EXERCISE:
Reproduce the entries in full. Exclude all images from the copy.

BEGIN EXERCISE INPUTS

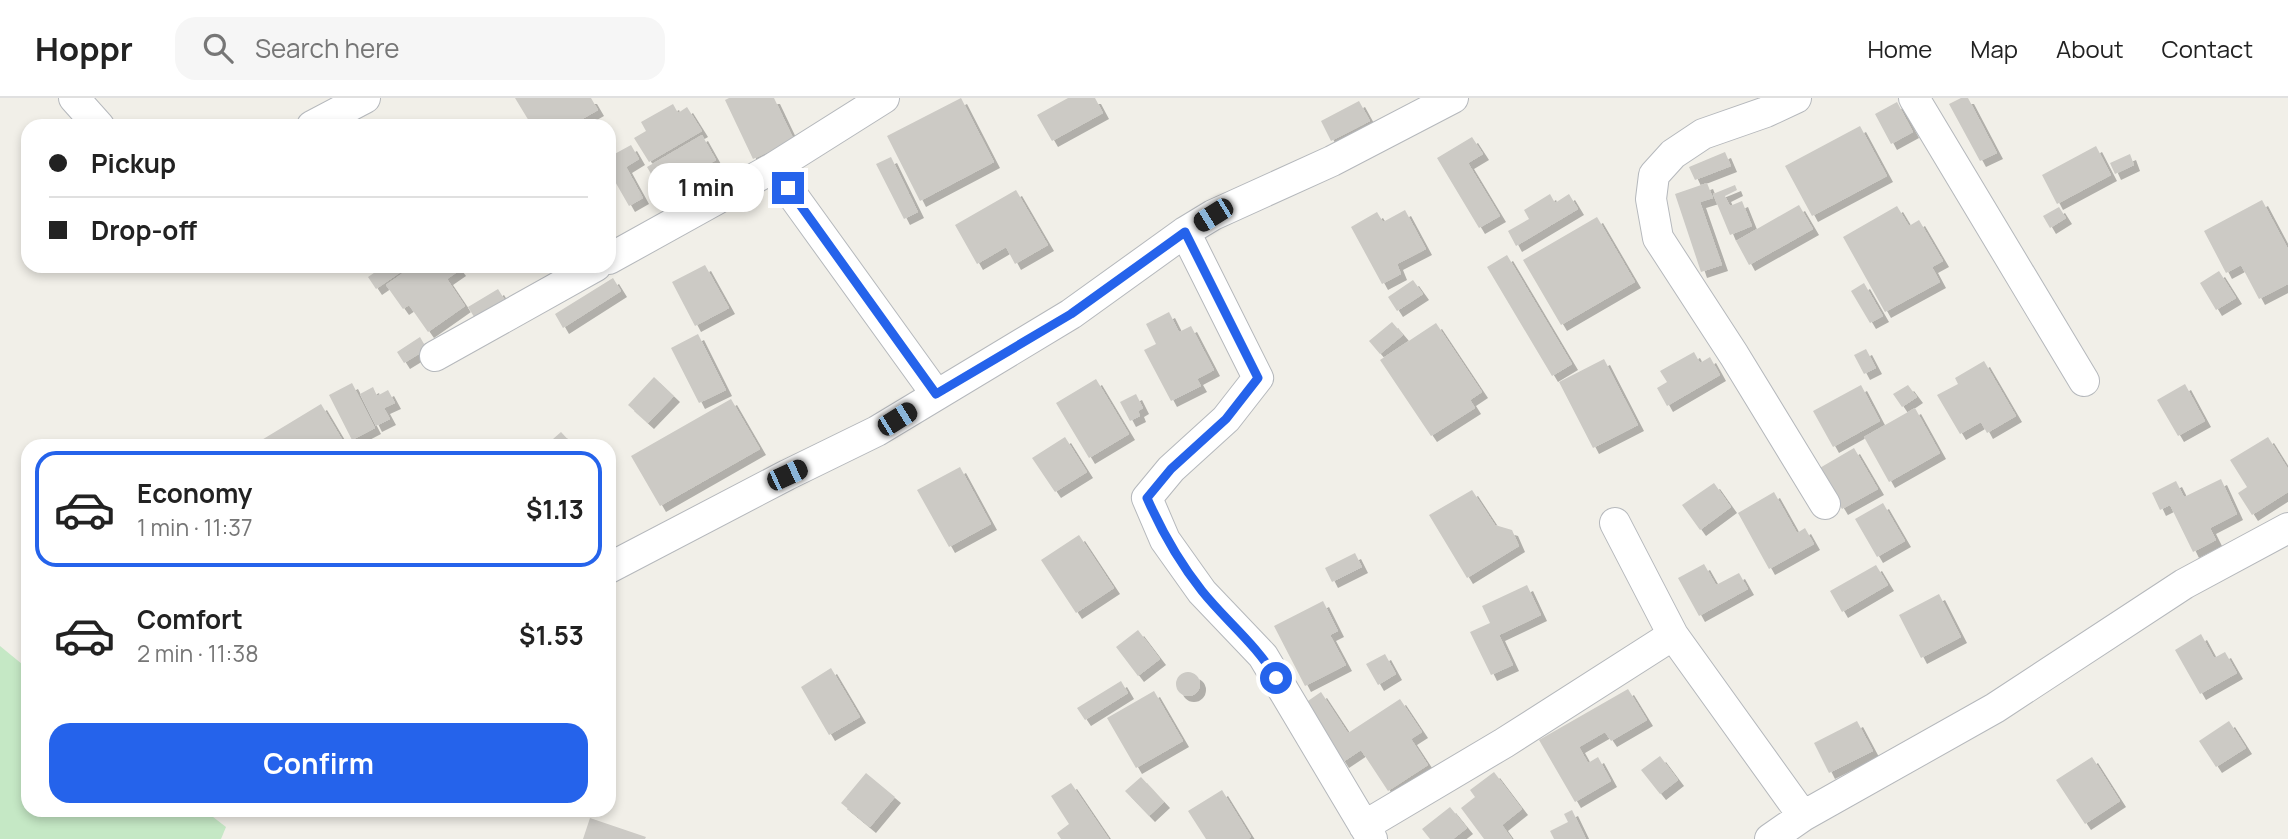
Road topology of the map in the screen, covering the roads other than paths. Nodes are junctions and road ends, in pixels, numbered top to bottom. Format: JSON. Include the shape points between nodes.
{"nodes":[{"id":1,"x":74,"y":98,"type":"edge"},
{"id":2,"x":365,"y":98,"type":"edge"},
{"id":3,"x":884,"y":98,"type":"edge"},
{"id":4,"x":1453,"y":98,"type":"edge"},
{"id":5,"x":1796,"y":98,"type":"edge"},
{"id":6,"x":1914,"y":98,"type":"edge"},
{"id":7,"x":93,"y":119,"type":"edge"},
{"id":8,"x":325,"y":119,"type":"edge"},
{"id":9,"x":773,"y":168,"type":"junction"},
{"id":10,"x":1185,"y":232,"type":"junction"},
{"id":11,"x":616,"y":255,"type":"edge"},
{"id":12,"x":583,"y":273,"type":"edge"},
{"id":13,"x":435,"y":356,"type":"dead end"},
{"id":14,"x":2084,"y":381,"type":"dead end"},
{"id":15,"x":936,"y":394,"type":"junction"},
{"id":16,"x":1825,"y":504,"type":"dead end"},
{"id":17,"x":1615,"y":523,"type":"dead end"},
{"id":18,"x":2288,"y":528,"type":"edge"},
{"id":19,"x":616,"y":564,"type":"edge"},
{"id":20,"x":1673,"y":635,"type":"junction"},
{"id":21,"x":1804,"y":816,"type":"junction"},
{"id":22,"x":1368,"y":833,"type":"edge"},
{"id":23,"x":1770,"y":839,"type":"edge"}],
"edges":[{"from":1,"to":7,"type":"street"},
{"from":2,"to":8,"type":"street"},
{"from":3,"to":9,"type":"street"},
{"from":4,"to":10,"type":"street"},
{"from":5,"to":16,"type":"street","via":[[1703,134],[1673,154],[1654,175],[1651,199],[1658,239]]},
{"from":6,"to":14,"type":"street"},
{"from":9,"to":11,"type":"street"},
{"from":9,"to":15,"type":"street"},
{"from":10,"to":15,"type":"street","via":[[1071,314]]},
{"from":10,"to":22,"type":"street","via":[[1258,378],[1226,419],[1171,469],[1147,498],[1166,540],[1202,592],[1263,656]]},
{"from":12,"to":13,"type":"street"},
{"from":15,"to":19,"type":"street","via":[[877,431]]},
{"from":17,"to":20,"type":"street"},
{"from":18,"to":21,"type":"street","via":[[2184,584],[1995,708]]},
{"from":20,"to":21,"type":"street"},
{"from":20,"to":22,"type":"street"},
{"from":21,"to":23,"type":"street"}]}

END EXERCISE INPUTS

OUTPUT OF THE TASK:
Road topology of the map in the screen, covering the roads other than paths. Nodes are junctions and road ends, in pixels, numbered top to bottom. Format: JSON. Include the shape points between nodes.
{"nodes":[{"id":1,"x":74,"y":98,"type":"edge"},
{"id":2,"x":365,"y":98,"type":"edge"},
{"id":3,"x":884,"y":98,"type":"edge"},
{"id":4,"x":1453,"y":98,"type":"edge"},
{"id":5,"x":1796,"y":98,"type":"edge"},
{"id":6,"x":1914,"y":98,"type":"edge"},
{"id":7,"x":93,"y":119,"type":"edge"},
{"id":8,"x":325,"y":119,"type":"edge"},
{"id":9,"x":773,"y":168,"type":"junction"},
{"id":10,"x":1185,"y":232,"type":"junction"},
{"id":11,"x":616,"y":255,"type":"edge"},
{"id":12,"x":583,"y":273,"type":"edge"},
{"id":13,"x":435,"y":356,"type":"dead end"},
{"id":14,"x":2084,"y":381,"type":"dead end"},
{"id":15,"x":936,"y":394,"type":"junction"},
{"id":16,"x":1825,"y":504,"type":"dead end"},
{"id":17,"x":1615,"y":523,"type":"dead end"},
{"id":18,"x":2288,"y":528,"type":"edge"},
{"id":19,"x":616,"y":564,"type":"edge"},
{"id":20,"x":1673,"y":635,"type":"junction"},
{"id":21,"x":1804,"y":816,"type":"junction"},
{"id":22,"x":1368,"y":833,"type":"edge"},
{"id":23,"x":1770,"y":839,"type":"edge"}],
"edges":[{"from":1,"to":7,"type":"street"},
{"from":2,"to":8,"type":"street"},
{"from":3,"to":9,"type":"street"},
{"from":4,"to":10,"type":"street"},
{"from":5,"to":16,"type":"street","via":[[1703,134],[1673,154],[1654,175],[1651,199],[1658,239]]},
{"from":6,"to":14,"type":"street"},
{"from":9,"to":11,"type":"street"},
{"from":9,"to":15,"type":"street"},
{"from":10,"to":15,"type":"street","via":[[1071,314]]},
{"from":10,"to":22,"type":"street","via":[[1258,378],[1226,419],[1171,469],[1147,498],[1166,540],[1202,592],[1263,656]]},
{"from":12,"to":13,"type":"street"},
{"from":15,"to":19,"type":"street","via":[[877,431]]},
{"from":17,"to":20,"type":"street"},
{"from":18,"to":21,"type":"street","via":[[2184,584],[1995,708]]},
{"from":20,"to":21,"type":"street"},
{"from":20,"to":22,"type":"street"},
{"from":21,"to":23,"type":"street"}]}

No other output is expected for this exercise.